Task input section start
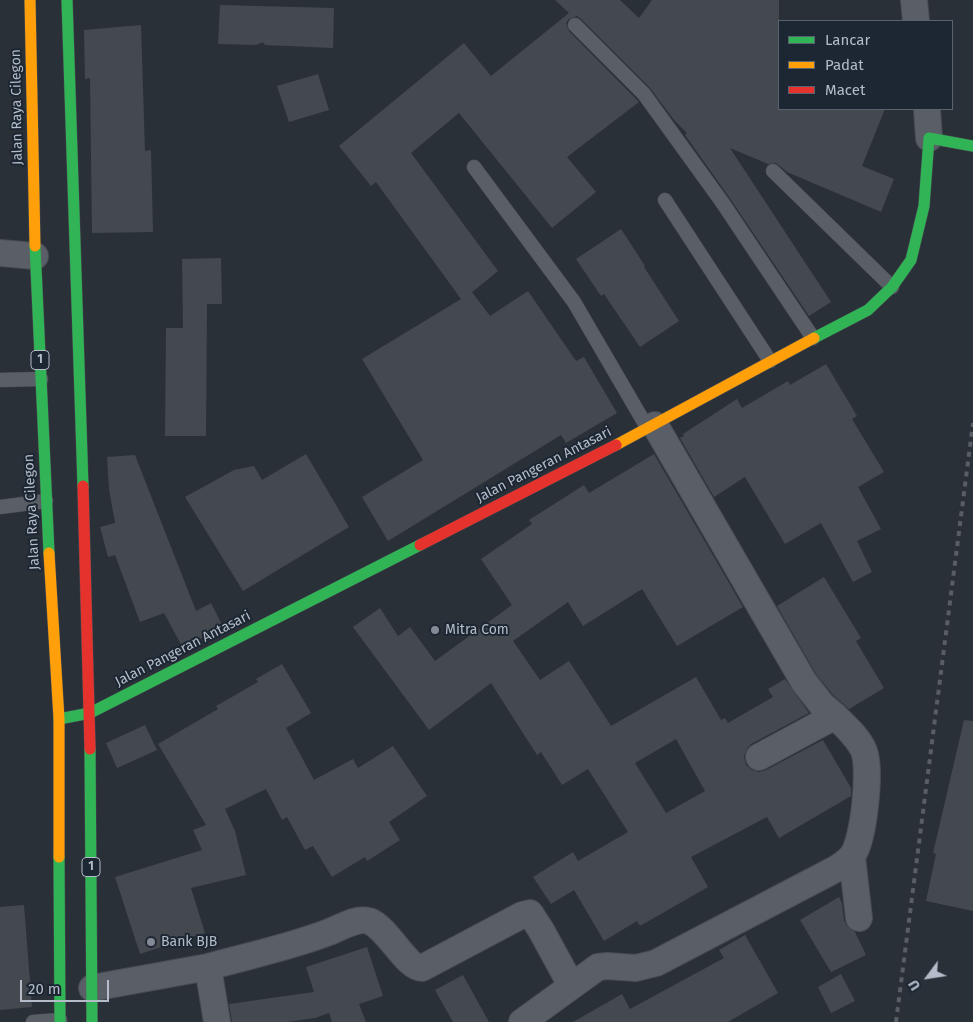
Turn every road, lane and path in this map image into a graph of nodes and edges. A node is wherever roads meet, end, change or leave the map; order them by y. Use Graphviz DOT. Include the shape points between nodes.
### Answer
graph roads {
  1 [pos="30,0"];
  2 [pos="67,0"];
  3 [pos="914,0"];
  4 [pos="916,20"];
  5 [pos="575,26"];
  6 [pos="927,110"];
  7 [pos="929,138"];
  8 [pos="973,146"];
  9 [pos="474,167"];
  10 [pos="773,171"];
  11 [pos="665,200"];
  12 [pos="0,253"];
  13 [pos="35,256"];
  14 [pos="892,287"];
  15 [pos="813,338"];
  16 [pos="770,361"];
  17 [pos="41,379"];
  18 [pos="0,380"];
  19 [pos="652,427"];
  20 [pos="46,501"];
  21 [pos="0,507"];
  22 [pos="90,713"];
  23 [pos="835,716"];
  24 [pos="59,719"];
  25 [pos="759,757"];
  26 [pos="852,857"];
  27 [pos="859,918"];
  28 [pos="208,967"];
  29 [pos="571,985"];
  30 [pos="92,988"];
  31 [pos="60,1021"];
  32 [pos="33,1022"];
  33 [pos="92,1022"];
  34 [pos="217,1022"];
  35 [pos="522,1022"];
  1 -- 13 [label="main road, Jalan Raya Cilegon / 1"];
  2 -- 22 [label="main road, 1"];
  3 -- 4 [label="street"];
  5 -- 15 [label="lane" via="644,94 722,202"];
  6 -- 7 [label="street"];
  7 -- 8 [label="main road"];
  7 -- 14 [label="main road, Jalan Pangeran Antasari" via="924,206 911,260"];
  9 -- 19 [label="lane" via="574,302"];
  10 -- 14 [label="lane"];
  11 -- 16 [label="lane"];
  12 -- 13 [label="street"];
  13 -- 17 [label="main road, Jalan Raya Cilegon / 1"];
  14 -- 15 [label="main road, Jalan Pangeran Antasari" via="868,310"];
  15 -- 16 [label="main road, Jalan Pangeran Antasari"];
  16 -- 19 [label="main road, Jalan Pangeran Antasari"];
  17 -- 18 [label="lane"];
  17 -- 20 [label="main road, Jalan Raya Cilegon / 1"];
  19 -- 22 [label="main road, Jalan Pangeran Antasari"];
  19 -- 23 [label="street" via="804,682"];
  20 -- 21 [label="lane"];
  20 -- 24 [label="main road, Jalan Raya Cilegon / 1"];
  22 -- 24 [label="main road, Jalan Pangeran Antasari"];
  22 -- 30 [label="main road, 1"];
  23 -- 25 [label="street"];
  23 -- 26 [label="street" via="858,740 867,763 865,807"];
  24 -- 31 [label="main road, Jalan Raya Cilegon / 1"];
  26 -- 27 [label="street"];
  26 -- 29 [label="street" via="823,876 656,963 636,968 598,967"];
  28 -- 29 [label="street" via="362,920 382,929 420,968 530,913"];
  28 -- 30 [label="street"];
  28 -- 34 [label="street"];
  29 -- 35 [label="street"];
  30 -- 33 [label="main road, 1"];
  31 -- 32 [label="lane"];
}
Task input section end
-- Your assignment --
Every record above, copied exactly and without a single picture, makes up the answer.

-- Reply to the exercise --
Turn every road, lane and path in this map image into a graph of nodes and edges. A node is wherever roads meet, end, change or leave the map; order them by y. Use Graphviz DOT. Include the shape points between nodes.
### Answer
graph roads {
  1 [pos="30,0"];
  2 [pos="67,0"];
  3 [pos="914,0"];
  4 [pos="916,20"];
  5 [pos="575,26"];
  6 [pos="927,110"];
  7 [pos="929,138"];
  8 [pos="973,146"];
  9 [pos="474,167"];
  10 [pos="773,171"];
  11 [pos="665,200"];
  12 [pos="0,253"];
  13 [pos="35,256"];
  14 [pos="892,287"];
  15 [pos="813,338"];
  16 [pos="770,361"];
  17 [pos="41,379"];
  18 [pos="0,380"];
  19 [pos="652,427"];
  20 [pos="46,501"];
  21 [pos="0,507"];
  22 [pos="90,713"];
  23 [pos="835,716"];
  24 [pos="59,719"];
  25 [pos="759,757"];
  26 [pos="852,857"];
  27 [pos="859,918"];
  28 [pos="208,967"];
  29 [pos="571,985"];
  30 [pos="92,988"];
  31 [pos="60,1021"];
  32 [pos="33,1022"];
  33 [pos="92,1022"];
  34 [pos="217,1022"];
  35 [pos="522,1022"];
  1 -- 13 [label="main road, Jalan Raya Cilegon / 1"];
  2 -- 22 [label="main road, 1"];
  3 -- 4 [label="street"];
  5 -- 15 [label="lane" via="644,94 722,202"];
  6 -- 7 [label="street"];
  7 -- 8 [label="main road"];
  7 -- 14 [label="main road, Jalan Pangeran Antasari" via="924,206 911,260"];
  9 -- 19 [label="lane" via="574,302"];
  10 -- 14 [label="lane"];
  11 -- 16 [label="lane"];
  12 -- 13 [label="street"];
  13 -- 17 [label="main road, Jalan Raya Cilegon / 1"];
  14 -- 15 [label="main road, Jalan Pangeran Antasari" via="868,310"];
  15 -- 16 [label="main road, Jalan Pangeran Antasari"];
  16 -- 19 [label="main road, Jalan Pangeran Antasari"];
  17 -- 18 [label="lane"];
  17 -- 20 [label="main road, Jalan Raya Cilegon / 1"];
  19 -- 22 [label="main road, Jalan Pangeran Antasari"];
  19 -- 23 [label="street" via="804,682"];
  20 -- 21 [label="lane"];
  20 -- 24 [label="main road, Jalan Raya Cilegon / 1"];
  22 -- 24 [label="main road, Jalan Pangeran Antasari"];
  22 -- 30 [label="main road, 1"];
  23 -- 25 [label="street"];
  23 -- 26 [label="street" via="858,740 867,763 865,807"];
  24 -- 31 [label="main road, Jalan Raya Cilegon / 1"];
  26 -- 27 [label="street"];
  26 -- 29 [label="street" via="823,876 656,963 636,968 598,967"];
  28 -- 29 [label="street" via="362,920 382,929 420,968 530,913"];
  28 -- 30 [label="street"];
  28 -- 34 [label="street"];
  29 -- 35 [label="street"];
  30 -- 33 [label="main road, 1"];
  31 -- 32 [label="lane"];
}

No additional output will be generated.